JB – I think what’s fascinating is to get at the ambivalence that individuals have and the contradictions that many of us possess. On the one hand, we use nature for recreation, for leisure, and it has a more spiritual connotation of “refreshing” the spirit or “recharging” ourselves in some way—we seek out these experiences within nature. On the other hand, it’s possible we’re traveling to those natural experiences in gasguzzling automobiles. In our daily lives, we don’t give a second thought to the environmental impacts of the decisions we make. How have we arrived at this way of being in the world?

BC – Well, I think it gets right to the point of what you just said: we go to nature. We go to nature to experience this thing that’s not part of our daily lives. I mean, it’s ridiculous. When you walk into your house, if nature comes into your house, what do you do? You stomp on it or spray it with poison. Still, the spider in the corner is no less nature than a spider out in the middle of a beautiful, pristine park.
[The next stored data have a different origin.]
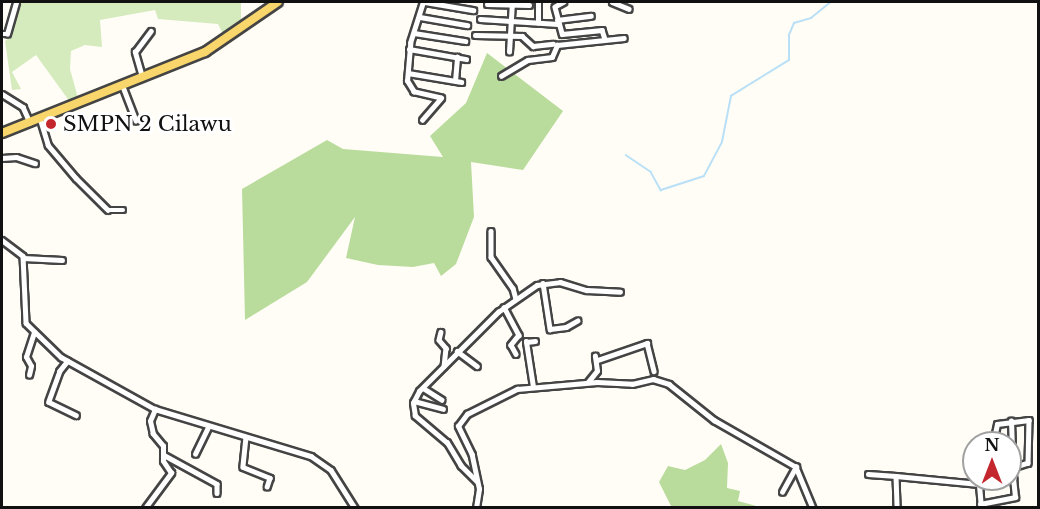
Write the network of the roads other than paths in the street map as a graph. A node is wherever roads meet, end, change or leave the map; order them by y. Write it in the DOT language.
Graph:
graph roads {
  1 [pos="16,2"];
  2 [pos="278,2"];
  3 [pos="424,2"];
  4 [pos="538,2"];
  5 [pos="564,2"];
  6 [pos="612,2"];
  7 [pos="512,3"];
  8 [pos="486,4"];
  9 [pos="529,5"];
  10 [pos="629,9"];
  11 [pos="473,10"];
  12 [pos="591,16"];
  13 [pos="420,17"];
  14 [pos="480,19"];
  15 [pos="510,20"];
  16 [pos="557,22"];
  17 [pos="538,23"];
  18 [pos="467,25"];
  19 [pos="151,31"];
  20 [pos="414,33"];
  21 [pos="2,34"];
  22 [pos="475,35"];
  23 [pos="509,36"];
  24 [pos="624,38"];
  25 [pos="605,39"];
  26 [pos="465,41"];
  27 [pos="553,44"];
  28 [pos="410,49"];
  29 [pos="509,52"];
  30 [pos="457,57"];
  31 [pos="466,59"];
  32 [pos="408,73"];
  33 [pos="501,76"];
  34 [pos="142,77"];
  35 [pos="122,84"];
  36 [pos="2,94"];
  37 [pos="40,118"];
  38 [pos="136,120"];
  39 [pos="422,120"];
  40 [pos="30,123"];
  41 [pos="2,133"];
  42 [pos="2,158"];
  43 [pos="35,163"];
  44 [pos="123,210"];
  45 [pos="490,231"];
  46 [pos="2,240"];
  47 [pos="23,258"];
  48 [pos="62,260"];
  49 [pos="543,283"];
  50 [pos="620,292"];
  51 [pos="516,299"];
  52 [pos="506,309"];
  53 [pos="577,321"];
  54 [pos="34,332"];
  55 [pos="441,332"];
  56 [pos="535,341"];
  57 [pos="458,352"];
  58 [pos="516,354"];
  59 [pos="68,361"];
  60 [pos="477,366"];
  61 [pos="443,368"];
  62 [pos="654,371"];
  63 [pos="29,375"];
  64 [pos="588,382"];
  65 [pos="533,387"];
  66 [pos="425,389"];
  67 [pos="442,400"];
  68 [pos="416,402"];
  69 [pos="155,409"];
  70 [pos="442,409"];
  71 [pos="76,415"];
  72 [pos="1011,421"];
  73 [pos="208,427"];
  74 [pos="994,431"];
  75 [pos="1011,431"];
  76 [pos="246,437"];
  77 [pos="1038,437"];
  78 [pos="1030,439"];
  79 [pos="195,454"];
  80 [pos="164,455"];
  81 [pos="1022,465"];
  82 [pos="796,467"];
  83 [pos="868,474"];
  84 [pos="896,476"];
  85 [pos="477,482"];
  86 [pos="962,482"];
  87 [pos="267,487"];
  88 [pos="979,491"];
  89 [pos="1014,491"];
  90 [pos="782,492"];
  91 [pos="217,493"];
  92 [pos="980,506"];
  93 [pos="145,507"];
  94 [pos="355,507"];
  95 [pos="476,507"];
  96 [pos="813,507"];
  97 [pos="897,507"];
  1 -- 21 [label="street"];
  2 -- 34 [label="main road"];
  3 -- 11 [label="street"];
  3 -- 13 [label="street"];
  4 -- 17 [label="street"];
  5 -- 16 [label="street"];
  6 -- 10 [label="street"];
  7 -- 8 [label="street"];
  7 -- 9 [label="street"];
  7 -- 15 [label="street"];
  12 -- 16 [label="street"];
  13 -- 18 [label="street"];
  13 -- 20 [label="street"];
  14 -- 15 [label="street"];
  15 -- 17 [label="street"];
  15 -- 23 [label="street"];
  16 -- 17 [label="street"];
  16 -- 25 [label="street"];
  19 -- 34 [label="street"];
  20 -- 26 [label="street"];
  20 -- 28 [label="street"];
  22 -- 23 [label="street"];
  23 -- 27 [label="street"];
  23 -- 29 [label="street"];
  24 -- 25 [label="street"];
  25 -- 33 [label="street"];
  28 -- 30 [label="street"];
  28 -- 32 [label="street"];
  30 -- 31 [label="street"];
  30 -- 32 [label="street"];
  32 -- 39 [label="street"];
  34 -- 35 [label="main road"];
  35 -- 37 [label="main road"];
  35 -- 38 [label="street"];
  36 -- 40 [label="street"];
  37 -- 40 [label="main road"];
  37 -- 44 [label="street"];
  40 -- 41 [label="main road"];
  42 -- 43 [label="street"];
  45 -- 51 [label="street"];
  46 -- 47 [label="street"];
  47 -- 48 [label="street"];
  47 -- 54 [label="street"];
  49 -- 50 [label="street"];
  49 -- 51 [label="street"];
  49 -- 53 [label="street"];
  51 -- 52 [label="street"];
  52 -- 57 [label="street"];
  52 -- 58 [label="street"];
  54 -- 59 [label="street"];
  54 -- 63 [label="street"];
  55 -- 61 [label="street"];
  56 -- 65 [label="street"];
  57 -- 60 [label="street"];
  57 -- 61 [label="street"];
  59 -- 69 [label="street"];
  59 -- 71 [label="street"];
  61 -- 66 [label="street"];
  62 -- 64 [label="street"];
  64 -- 65 [label="street"];
  64 -- 82 [label="street"];
  65 -- 85 [label="street"];
  66 -- 67 [label="street"];
  66 -- 68 [label="street"];
  68 -- 70 [label="street"];
  68 -- 85 [label="street"];
  69 -- 73 [label="street"];
  69 -- 80 [label="street"];
  72 -- 74 [label="street"];
  72 -- 75 [label="street"];
  72 -- 78 [label="street"];
  73 -- 76 [label="street"];
  73 -- 79 [label="street"];
  76 -- 87 [label="street"];
  76 -- 94 [label="street"];
  77 -- 78 [label="street"];
  78 -- 81 [label="street"];
  80 -- 91 [label="street"];
  80 -- 93 [label="street"];
  82 -- 90 [label="street"];
  82 -- 96 [label="street"];
  83 -- 84 [label="street"];
  84 -- 86 [label="street"];
  84 -- 97 [label="street"];
  85 -- 95 [label="street"];
  88 -- 92 [label="street"];
  89 -- 92 [label="street"];
}
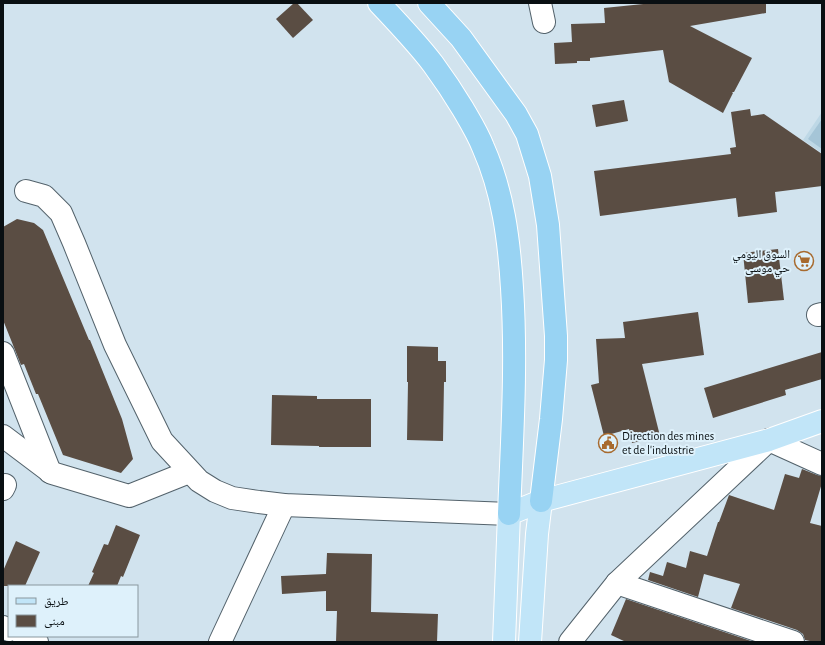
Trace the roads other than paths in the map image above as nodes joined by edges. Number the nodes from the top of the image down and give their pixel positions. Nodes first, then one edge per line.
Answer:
1 (379, 3) edge
2 (429, 3) edge
3 (26, 191) dead end
4 (3, 353) edge
5 (822, 421) edge
6 (3, 436) edge
7 (769, 440) junction
8 (822, 464) edge
9 (50, 472) junction
10 (189, 472) junction
11 (541, 501) junction
12 (284, 505) junction
13 (509, 514) junction
14 (617, 584) junction
15 (25, 637) edge
16 (37, 642) edge
17 (220, 642) edge
18 (504, 642) edge
19 (530, 642) edge
20 (570, 642) edge
21 (793, 642) edge

1 - 13 highway
2 - 11 highway
3 - 10 street
4 - 9 street
5 - 7 main road
6 - 9 street
7 - 8 street
7 - 11 main road
7 - 14 street
9 - 10 street
10 - 12 street
11 - 13 main road
11 - 19 main road
12 - 13 street
12 - 17 street
13 - 18 main road
14 - 20 street
14 - 21 street
15 - 16 street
JB – And no less is nature—I mean, in a radical sense—the house that we live in and the driveway in front of that house.

BC – Exactly. I mean it gets really complicated very quickly and problematically so when we start to frame the argument, “Well, humans are just part of nature, so everything that we do is natural.” Right. So, you know, driving my gas-guzzling SUV is just as natural as setting aside a thousand acres of this pristine habitat. That’s a deeply problematic thing because the people that just want to continue to do what they want to do, regardless of anything else, are going to continue with that argument so really it’s dangerous territory to drift into when you’re trying to make these kind of human/nonhuman connections. That’s where I am. I’m constantly running up against that, and I don’t know how to maintain that distinction without making a division.
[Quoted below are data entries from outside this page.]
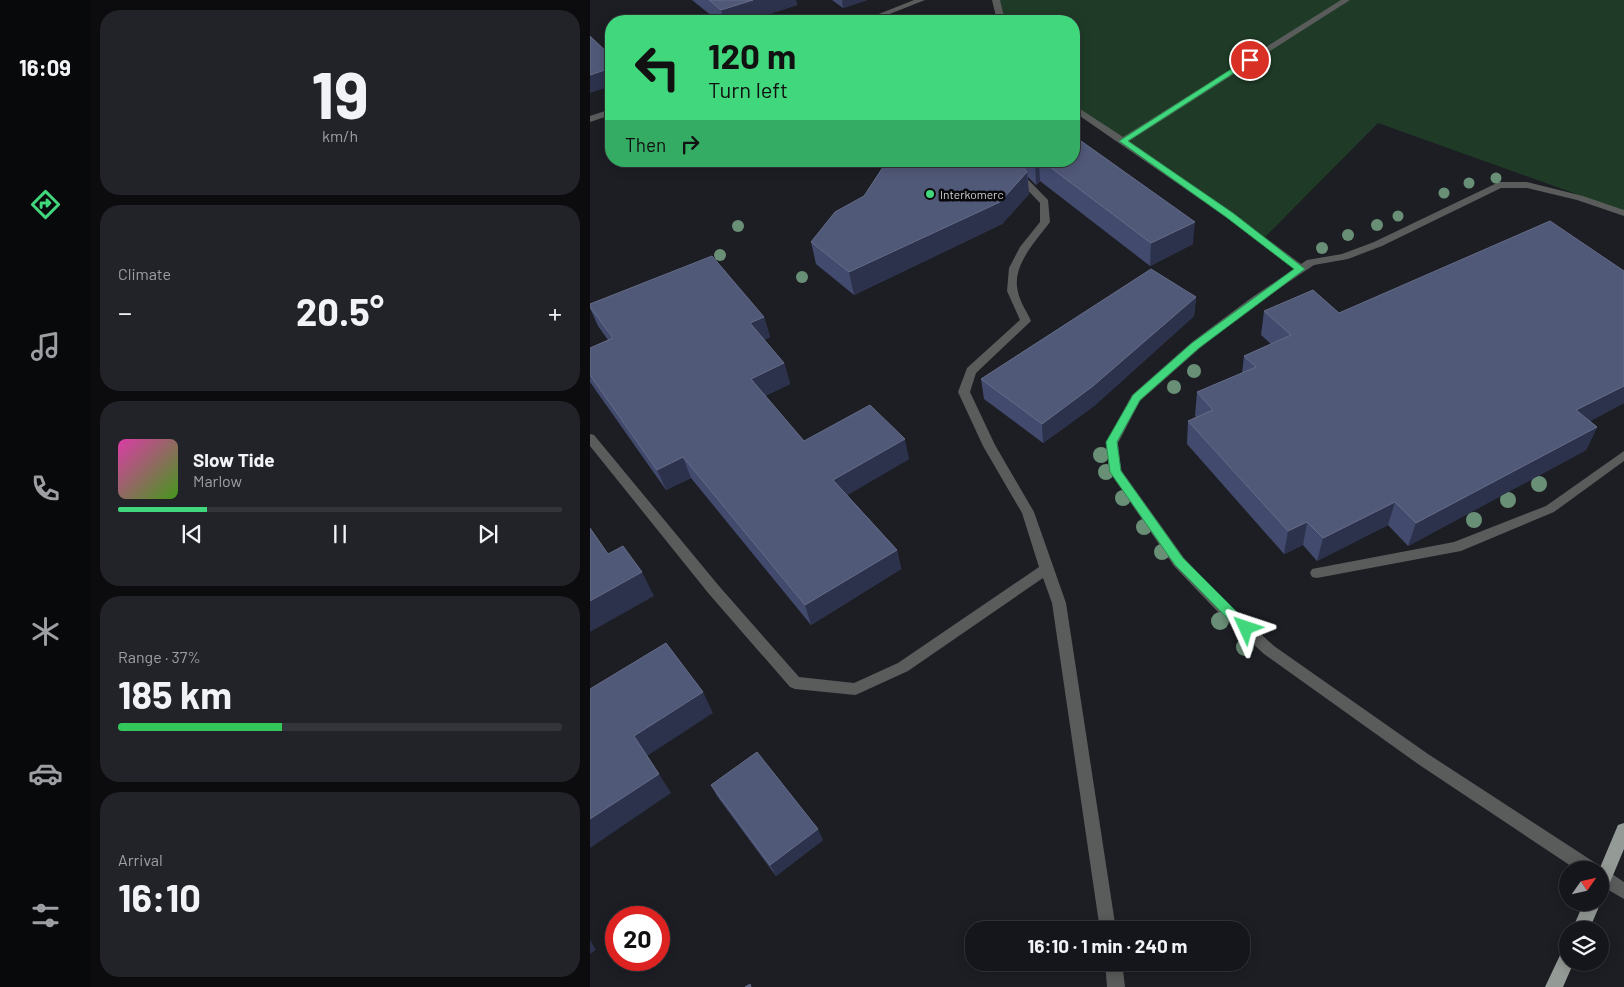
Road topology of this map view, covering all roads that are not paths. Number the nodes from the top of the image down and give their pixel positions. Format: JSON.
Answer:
{"nodes":[{"id":1,"x":921,"y":0,"type":"edge"},
{"id":2,"x":996,"y":0,"type":"edge"},
{"id":3,"x":1346,"y":0,"type":"edge"},
{"id":4,"x":881,"y":15,"type":"edge"},
{"id":5,"x":1000,"y":15,"type":"edge"},
{"id":6,"x":1080,"y":112,"type":"edge"},
{"id":7,"x":605,"y":114,"type":"edge"},
{"id":8,"x":590,"y":119,"type":"edge"},
{"id":9,"x":1123,"y":141,"type":"junction"},
{"id":10,"x":1010,"y":167,"type":"edge"},
{"id":11,"x":1624,"y":213,"type":"edge"},
{"id":12,"x":1300,"y":269,"type":"junction"},
{"id":13,"x":590,"y":438,"type":"edge"},
{"id":14,"x":1624,"y":456,"type":"edge"},
{"id":15,"x":1046,"y":569,"type":"junction"},
{"id":16,"x":1317,"y":573,"type":"dead end"},
{"id":17,"x":1624,"y":830,"type":"edge"},
{"id":18,"x":1574,"y":861,"type":"edge"},
{"id":19,"x":1608,"y":861,"type":"edge"},
{"id":20,"x":1609,"y":883,"type":"edge"},
{"id":21,"x":1624,"y":891,"type":"edge"},
{"id":22,"x":1107,"y":921,"type":"edge"},
{"id":23,"x":1114,"y":971,"type":"edge"},
{"id":24,"x":1562,"y":971,"type":"edge"},
{"id":25,"x":1116,"y":987,"type":"edge"},
{"id":26,"x":1554,"y":987,"type":"edge"}],
"edges":[{"from":1,"to":4,"type":"street"},
{"from":2,"to":5,"type":"street"},
{"from":3,"to":9,"type":"street"},
{"from":6,"to":9,"type":"street"},
{"from":7,"to":8,"type":"street"},
{"from":9,"to":12,"type":"street"},
{"from":10,"to":15,"type":"street"},
{"from":11,"to":12,"type":"street"},
{"from":12,"to":18,"type":"street"},
{"from":13,"to":15,"type":"street"},
{"from":14,"to":16,"type":"street"},
{"from":15,"to":22,"type":"street"},
{"from":17,"to":19,"type":"main road"},
{"from":20,"to":21,"type":"street"},
{"from":23,"to":25,"type":"street"},
{"from":24,"to":26,"type":"main road"}]}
JB – I was just thinking about the early Conservationist Movement and John Muir. Nature is this thing that we have to protect, and therefore we designate these certain areas, for example the U.S. National Parks. Of course, the intention was incredibly noble and environmentally-minded in that we’re decimating the natural environment and we have to protect it. But that very act reinforces the division, and so we’ve come to this point where nature is the thing in the national park, and I can go to it.

BC – It also reinforces the paternalistic dominance over it, which is necessary to a certain degree, but, again, it continues to exist as this other thing away from us that we have to protect. We don’t think about protecting it because of how it’s going to notably impact us; we’re protecting it as this child that’s getting harmed. Then you get into the whole moral conversation of that, the Judeo-Christian kind—us as the protector of nature and dominant over nature. It’s a huge, huge topic. 39



Home sweet home No sparros Keep out!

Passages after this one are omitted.